[Supplied entries — start]

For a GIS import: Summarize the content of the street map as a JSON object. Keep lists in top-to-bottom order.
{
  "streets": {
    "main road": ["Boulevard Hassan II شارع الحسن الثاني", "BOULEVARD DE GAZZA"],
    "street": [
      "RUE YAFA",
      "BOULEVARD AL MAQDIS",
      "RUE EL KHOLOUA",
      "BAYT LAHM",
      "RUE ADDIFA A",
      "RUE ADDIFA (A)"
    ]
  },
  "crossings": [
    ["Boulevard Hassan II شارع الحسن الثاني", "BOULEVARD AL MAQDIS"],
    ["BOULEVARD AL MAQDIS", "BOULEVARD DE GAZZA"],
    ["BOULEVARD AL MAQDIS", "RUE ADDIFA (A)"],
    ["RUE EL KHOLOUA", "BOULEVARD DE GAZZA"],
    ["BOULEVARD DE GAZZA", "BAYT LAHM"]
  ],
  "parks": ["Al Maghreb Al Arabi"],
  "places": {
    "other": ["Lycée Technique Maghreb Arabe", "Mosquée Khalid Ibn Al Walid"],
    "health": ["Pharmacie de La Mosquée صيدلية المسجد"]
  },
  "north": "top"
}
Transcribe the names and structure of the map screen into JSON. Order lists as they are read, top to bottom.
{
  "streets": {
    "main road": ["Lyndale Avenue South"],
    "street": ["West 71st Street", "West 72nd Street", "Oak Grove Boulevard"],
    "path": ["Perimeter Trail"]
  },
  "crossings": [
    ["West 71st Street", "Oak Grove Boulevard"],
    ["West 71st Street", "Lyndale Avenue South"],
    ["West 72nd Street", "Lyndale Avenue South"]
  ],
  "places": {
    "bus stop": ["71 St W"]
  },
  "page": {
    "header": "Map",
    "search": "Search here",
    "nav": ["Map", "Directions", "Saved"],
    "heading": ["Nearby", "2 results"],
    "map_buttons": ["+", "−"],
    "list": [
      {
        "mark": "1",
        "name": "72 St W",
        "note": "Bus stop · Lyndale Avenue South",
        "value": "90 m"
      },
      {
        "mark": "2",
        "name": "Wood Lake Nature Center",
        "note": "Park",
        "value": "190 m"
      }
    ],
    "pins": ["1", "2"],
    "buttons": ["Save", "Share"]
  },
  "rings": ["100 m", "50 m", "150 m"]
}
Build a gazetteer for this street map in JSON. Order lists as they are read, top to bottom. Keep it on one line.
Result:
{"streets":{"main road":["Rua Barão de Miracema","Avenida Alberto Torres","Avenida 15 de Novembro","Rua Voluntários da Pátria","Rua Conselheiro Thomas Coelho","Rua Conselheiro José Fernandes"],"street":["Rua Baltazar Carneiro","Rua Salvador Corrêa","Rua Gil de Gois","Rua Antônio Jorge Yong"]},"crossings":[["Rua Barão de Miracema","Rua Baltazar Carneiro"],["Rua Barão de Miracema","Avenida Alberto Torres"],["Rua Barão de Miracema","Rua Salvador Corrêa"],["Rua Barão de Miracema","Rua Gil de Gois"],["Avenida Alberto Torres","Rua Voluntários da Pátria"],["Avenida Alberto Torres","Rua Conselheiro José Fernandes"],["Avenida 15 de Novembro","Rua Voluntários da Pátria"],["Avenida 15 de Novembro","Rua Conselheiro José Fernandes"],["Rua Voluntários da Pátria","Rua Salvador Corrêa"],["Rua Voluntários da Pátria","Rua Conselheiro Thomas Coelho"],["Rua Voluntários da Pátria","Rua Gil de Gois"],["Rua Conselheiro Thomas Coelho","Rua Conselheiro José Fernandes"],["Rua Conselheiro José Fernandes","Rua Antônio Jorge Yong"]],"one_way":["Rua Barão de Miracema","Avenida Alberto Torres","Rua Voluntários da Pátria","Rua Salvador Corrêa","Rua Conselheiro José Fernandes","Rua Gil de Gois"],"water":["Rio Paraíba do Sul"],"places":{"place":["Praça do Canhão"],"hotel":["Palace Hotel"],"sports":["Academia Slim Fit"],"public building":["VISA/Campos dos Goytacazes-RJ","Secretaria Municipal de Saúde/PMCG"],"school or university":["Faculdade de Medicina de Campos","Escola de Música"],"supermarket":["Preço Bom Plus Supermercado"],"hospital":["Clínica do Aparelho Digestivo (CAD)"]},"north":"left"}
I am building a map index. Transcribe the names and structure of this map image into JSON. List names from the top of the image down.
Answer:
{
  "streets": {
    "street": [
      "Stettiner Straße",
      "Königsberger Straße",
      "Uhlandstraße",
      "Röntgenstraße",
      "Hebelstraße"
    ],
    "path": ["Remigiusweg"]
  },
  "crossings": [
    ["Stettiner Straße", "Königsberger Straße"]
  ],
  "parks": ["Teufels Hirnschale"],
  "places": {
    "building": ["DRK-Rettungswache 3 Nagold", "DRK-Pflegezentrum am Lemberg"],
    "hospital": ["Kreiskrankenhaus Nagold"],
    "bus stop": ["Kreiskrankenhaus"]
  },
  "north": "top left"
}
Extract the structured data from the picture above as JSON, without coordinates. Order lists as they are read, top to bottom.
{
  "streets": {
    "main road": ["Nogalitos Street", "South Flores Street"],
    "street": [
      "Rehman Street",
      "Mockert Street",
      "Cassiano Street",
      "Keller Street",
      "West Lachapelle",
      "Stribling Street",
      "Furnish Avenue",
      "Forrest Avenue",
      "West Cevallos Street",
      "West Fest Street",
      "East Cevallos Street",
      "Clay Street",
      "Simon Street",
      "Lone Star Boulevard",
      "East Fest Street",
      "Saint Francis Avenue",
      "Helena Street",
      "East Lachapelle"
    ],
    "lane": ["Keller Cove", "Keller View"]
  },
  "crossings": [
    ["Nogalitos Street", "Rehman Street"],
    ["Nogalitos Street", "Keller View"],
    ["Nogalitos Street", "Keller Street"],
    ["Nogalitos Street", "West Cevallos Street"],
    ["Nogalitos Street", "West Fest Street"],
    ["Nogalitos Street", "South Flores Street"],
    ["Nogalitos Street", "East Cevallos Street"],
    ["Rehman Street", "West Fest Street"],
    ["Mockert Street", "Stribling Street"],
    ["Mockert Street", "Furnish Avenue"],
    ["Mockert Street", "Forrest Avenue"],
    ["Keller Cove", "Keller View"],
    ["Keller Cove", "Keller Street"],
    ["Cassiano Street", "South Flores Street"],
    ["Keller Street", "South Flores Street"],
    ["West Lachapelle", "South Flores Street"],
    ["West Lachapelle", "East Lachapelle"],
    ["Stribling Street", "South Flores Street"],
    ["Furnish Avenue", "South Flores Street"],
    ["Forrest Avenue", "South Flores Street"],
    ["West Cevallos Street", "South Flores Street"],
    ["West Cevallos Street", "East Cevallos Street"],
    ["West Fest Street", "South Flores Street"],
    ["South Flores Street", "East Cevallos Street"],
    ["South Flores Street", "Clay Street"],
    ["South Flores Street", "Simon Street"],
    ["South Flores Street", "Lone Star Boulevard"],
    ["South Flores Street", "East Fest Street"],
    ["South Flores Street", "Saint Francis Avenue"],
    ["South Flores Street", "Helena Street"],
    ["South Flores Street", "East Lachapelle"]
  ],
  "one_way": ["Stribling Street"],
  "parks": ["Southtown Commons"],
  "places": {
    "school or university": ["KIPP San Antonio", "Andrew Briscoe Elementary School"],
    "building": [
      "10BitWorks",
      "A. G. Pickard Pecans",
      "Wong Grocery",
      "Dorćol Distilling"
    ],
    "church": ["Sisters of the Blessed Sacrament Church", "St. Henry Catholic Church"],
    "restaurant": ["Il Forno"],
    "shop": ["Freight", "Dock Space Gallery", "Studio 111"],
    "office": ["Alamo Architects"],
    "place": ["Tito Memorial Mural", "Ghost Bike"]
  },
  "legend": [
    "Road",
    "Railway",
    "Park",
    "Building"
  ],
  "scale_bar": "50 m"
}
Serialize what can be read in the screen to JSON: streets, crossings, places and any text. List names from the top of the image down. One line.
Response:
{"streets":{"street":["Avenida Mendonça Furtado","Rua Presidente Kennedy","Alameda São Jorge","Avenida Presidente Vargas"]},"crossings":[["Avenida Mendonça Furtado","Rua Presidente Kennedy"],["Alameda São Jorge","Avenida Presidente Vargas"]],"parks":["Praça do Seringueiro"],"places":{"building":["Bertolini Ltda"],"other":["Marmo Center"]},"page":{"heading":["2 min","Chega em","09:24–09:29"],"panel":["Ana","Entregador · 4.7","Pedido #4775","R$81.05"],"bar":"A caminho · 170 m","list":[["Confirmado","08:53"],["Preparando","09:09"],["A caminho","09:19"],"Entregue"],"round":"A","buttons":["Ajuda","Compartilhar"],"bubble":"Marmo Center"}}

[Supplied entries — finish]

> [Exercise prompt]
All lines that contain the word "BAYT" must be copied from the records above.

> [Your response]
      "BAYT LAHM",
    ["BOULEVARD DE GAZZA", "BAYT LAHM"]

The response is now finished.